Dataset entries
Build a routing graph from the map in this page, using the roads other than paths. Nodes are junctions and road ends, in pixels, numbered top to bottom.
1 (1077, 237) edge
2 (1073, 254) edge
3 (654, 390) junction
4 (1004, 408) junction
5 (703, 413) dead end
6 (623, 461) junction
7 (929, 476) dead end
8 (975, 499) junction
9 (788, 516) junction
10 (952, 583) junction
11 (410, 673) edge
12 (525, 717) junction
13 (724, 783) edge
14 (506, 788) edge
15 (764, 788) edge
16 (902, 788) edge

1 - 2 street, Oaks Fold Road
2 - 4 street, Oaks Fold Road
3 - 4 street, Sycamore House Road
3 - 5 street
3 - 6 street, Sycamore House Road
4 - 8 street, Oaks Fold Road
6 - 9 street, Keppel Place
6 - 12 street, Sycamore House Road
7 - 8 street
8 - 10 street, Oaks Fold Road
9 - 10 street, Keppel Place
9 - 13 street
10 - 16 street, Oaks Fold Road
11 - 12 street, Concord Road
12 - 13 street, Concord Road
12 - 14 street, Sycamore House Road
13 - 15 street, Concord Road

WHAT YOU HAVE TO DO:
The reply must repeat all of the records precisely.

RESULT OF THE EXERCISE:
Build a routing graph from the map in this page, using the roads other than paths. Nodes are junctions and road ends, in pixels, numbered top to bottom.
1 (1077, 237) edge
2 (1073, 254) edge
3 (654, 390) junction
4 (1004, 408) junction
5 (703, 413) dead end
6 (623, 461) junction
7 (929, 476) dead end
8 (975, 499) junction
9 (788, 516) junction
10 (952, 583) junction
11 (410, 673) edge
12 (525, 717) junction
13 (724, 783) edge
14 (506, 788) edge
15 (764, 788) edge
16 (902, 788) edge

1 - 2 street, Oaks Fold Road
2 - 4 street, Oaks Fold Road
3 - 4 street, Sycamore House Road
3 - 5 street
3 - 6 street, Sycamore House Road
4 - 8 street, Oaks Fold Road
6 - 9 street, Keppel Place
6 - 12 street, Sycamore House Road
7 - 8 street
8 - 10 street, Oaks Fold Road
9 - 10 street, Keppel Place
9 - 13 street
10 - 16 street, Oaks Fold Road
11 - 12 street, Concord Road
12 - 13 street, Concord Road
12 - 14 street, Sycamore House Road
13 - 15 street, Concord Road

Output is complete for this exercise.